Please return every line of the records below that contains the word "улица".

▶ **Extracted records**
***

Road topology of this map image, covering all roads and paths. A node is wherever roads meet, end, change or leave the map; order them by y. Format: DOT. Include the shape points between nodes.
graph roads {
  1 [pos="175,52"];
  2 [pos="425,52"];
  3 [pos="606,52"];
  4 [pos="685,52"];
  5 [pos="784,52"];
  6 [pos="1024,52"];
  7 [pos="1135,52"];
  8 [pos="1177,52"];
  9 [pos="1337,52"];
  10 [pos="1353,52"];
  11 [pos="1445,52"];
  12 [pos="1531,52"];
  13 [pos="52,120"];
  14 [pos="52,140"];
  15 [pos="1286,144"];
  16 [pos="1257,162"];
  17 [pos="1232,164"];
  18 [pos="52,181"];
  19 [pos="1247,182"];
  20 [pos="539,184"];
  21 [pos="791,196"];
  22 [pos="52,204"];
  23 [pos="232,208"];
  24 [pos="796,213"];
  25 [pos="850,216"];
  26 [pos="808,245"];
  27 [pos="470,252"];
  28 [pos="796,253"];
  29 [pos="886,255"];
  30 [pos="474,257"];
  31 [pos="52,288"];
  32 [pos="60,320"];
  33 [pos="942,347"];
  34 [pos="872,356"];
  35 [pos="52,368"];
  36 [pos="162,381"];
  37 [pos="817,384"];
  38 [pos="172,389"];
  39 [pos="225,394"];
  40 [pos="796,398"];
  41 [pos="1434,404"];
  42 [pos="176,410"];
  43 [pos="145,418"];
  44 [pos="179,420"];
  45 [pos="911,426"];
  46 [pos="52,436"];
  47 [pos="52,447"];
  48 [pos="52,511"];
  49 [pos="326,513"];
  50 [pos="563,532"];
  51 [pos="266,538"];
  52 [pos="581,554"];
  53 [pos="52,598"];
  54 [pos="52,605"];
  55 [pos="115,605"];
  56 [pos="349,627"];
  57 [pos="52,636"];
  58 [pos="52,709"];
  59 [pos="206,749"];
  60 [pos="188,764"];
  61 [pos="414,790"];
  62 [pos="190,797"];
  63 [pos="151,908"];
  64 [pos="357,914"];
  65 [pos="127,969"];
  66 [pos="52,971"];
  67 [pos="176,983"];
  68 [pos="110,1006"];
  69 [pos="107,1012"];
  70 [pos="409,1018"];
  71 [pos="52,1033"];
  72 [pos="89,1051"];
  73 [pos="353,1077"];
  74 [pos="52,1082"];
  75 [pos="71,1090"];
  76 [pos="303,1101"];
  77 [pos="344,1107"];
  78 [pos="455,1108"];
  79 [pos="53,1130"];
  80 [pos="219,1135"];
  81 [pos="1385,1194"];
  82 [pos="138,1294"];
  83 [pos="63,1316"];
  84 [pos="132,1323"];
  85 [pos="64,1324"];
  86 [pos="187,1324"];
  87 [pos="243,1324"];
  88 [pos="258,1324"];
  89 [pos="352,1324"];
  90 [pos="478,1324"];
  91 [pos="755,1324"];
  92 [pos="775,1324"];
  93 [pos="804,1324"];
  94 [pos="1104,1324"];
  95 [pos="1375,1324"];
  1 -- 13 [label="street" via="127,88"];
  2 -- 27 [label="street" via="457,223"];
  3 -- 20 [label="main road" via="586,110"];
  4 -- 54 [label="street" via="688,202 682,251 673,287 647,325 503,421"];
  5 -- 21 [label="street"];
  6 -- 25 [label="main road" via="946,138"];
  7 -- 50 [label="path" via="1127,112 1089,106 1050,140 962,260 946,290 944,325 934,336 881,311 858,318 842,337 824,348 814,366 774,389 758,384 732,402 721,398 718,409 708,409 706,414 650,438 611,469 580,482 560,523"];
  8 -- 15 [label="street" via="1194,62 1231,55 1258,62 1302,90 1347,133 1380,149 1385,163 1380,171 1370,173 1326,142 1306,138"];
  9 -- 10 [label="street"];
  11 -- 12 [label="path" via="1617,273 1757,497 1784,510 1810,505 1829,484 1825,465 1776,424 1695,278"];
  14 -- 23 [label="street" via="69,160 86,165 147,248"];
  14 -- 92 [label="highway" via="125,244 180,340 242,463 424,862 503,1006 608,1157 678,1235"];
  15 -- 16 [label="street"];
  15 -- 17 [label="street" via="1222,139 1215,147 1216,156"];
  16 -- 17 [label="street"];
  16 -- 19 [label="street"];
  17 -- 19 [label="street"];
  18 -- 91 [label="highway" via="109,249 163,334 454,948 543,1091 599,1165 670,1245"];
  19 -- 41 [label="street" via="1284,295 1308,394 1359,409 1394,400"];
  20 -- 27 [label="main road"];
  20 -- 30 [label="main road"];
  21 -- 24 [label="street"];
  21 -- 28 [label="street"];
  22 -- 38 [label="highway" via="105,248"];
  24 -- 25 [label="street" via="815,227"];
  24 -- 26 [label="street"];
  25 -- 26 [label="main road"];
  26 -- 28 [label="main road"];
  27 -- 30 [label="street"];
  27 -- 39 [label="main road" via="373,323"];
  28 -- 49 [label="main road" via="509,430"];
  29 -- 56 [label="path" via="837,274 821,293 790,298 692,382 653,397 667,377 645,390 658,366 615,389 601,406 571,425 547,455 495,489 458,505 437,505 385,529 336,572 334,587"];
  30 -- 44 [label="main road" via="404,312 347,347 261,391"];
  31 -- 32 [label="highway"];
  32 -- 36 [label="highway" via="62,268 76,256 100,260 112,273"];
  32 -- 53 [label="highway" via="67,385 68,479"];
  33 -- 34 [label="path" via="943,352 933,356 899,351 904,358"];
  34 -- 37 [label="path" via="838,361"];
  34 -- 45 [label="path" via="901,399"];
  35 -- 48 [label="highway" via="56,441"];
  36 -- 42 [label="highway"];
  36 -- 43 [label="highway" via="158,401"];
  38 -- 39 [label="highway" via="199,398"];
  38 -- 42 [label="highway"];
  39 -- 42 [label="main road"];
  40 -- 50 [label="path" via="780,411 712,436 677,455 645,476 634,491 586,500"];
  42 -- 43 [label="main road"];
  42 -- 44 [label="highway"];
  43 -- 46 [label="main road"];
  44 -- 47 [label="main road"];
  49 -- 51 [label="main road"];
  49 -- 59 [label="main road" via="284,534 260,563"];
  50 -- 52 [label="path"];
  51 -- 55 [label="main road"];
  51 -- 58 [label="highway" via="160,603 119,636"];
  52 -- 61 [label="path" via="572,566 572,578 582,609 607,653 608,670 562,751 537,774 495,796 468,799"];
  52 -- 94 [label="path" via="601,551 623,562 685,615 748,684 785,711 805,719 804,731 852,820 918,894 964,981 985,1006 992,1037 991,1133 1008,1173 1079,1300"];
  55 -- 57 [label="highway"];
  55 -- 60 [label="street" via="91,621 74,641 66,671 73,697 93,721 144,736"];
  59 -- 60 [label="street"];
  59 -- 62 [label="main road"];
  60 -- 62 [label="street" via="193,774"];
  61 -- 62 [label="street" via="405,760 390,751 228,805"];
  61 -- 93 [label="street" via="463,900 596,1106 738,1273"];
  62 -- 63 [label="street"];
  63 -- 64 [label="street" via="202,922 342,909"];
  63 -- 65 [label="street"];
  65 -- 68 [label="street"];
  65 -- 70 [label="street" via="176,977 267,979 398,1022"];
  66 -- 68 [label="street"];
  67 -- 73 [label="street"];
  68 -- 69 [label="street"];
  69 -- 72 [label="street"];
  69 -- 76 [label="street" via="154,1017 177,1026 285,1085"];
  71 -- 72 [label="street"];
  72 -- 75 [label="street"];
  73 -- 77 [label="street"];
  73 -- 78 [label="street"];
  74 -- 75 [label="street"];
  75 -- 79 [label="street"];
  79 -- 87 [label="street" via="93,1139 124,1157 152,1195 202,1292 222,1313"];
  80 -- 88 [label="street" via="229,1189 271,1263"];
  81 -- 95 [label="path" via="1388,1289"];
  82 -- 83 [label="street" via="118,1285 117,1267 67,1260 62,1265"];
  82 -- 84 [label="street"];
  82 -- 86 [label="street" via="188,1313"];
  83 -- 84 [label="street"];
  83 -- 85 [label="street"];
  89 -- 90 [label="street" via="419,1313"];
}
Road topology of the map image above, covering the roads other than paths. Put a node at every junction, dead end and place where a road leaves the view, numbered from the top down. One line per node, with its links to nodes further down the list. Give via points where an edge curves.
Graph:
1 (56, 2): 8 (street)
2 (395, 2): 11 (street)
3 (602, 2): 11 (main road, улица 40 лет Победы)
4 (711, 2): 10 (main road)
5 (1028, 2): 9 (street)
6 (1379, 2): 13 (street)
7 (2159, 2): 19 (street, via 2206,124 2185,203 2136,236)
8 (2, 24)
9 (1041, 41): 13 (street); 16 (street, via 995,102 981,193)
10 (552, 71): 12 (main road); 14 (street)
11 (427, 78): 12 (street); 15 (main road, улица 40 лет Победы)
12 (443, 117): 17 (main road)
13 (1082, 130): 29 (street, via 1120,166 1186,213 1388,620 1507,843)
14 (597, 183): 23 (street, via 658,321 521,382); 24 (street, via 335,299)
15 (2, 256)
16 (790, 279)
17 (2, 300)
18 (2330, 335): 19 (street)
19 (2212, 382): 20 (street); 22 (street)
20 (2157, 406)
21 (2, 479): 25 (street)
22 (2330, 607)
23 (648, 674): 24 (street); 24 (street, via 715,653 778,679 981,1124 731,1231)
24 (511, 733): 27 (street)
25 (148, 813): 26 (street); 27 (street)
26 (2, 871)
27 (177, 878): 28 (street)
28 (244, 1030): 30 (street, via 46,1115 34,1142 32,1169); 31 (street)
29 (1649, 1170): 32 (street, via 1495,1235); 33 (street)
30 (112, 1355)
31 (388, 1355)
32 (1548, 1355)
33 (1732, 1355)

***

▶ **Solved exercise**
3 (602, 2): 11 (main road, улица 40 лет Победы)
11 (427, 78): 12 (street); 15 (main road, улица 40 лет Победы)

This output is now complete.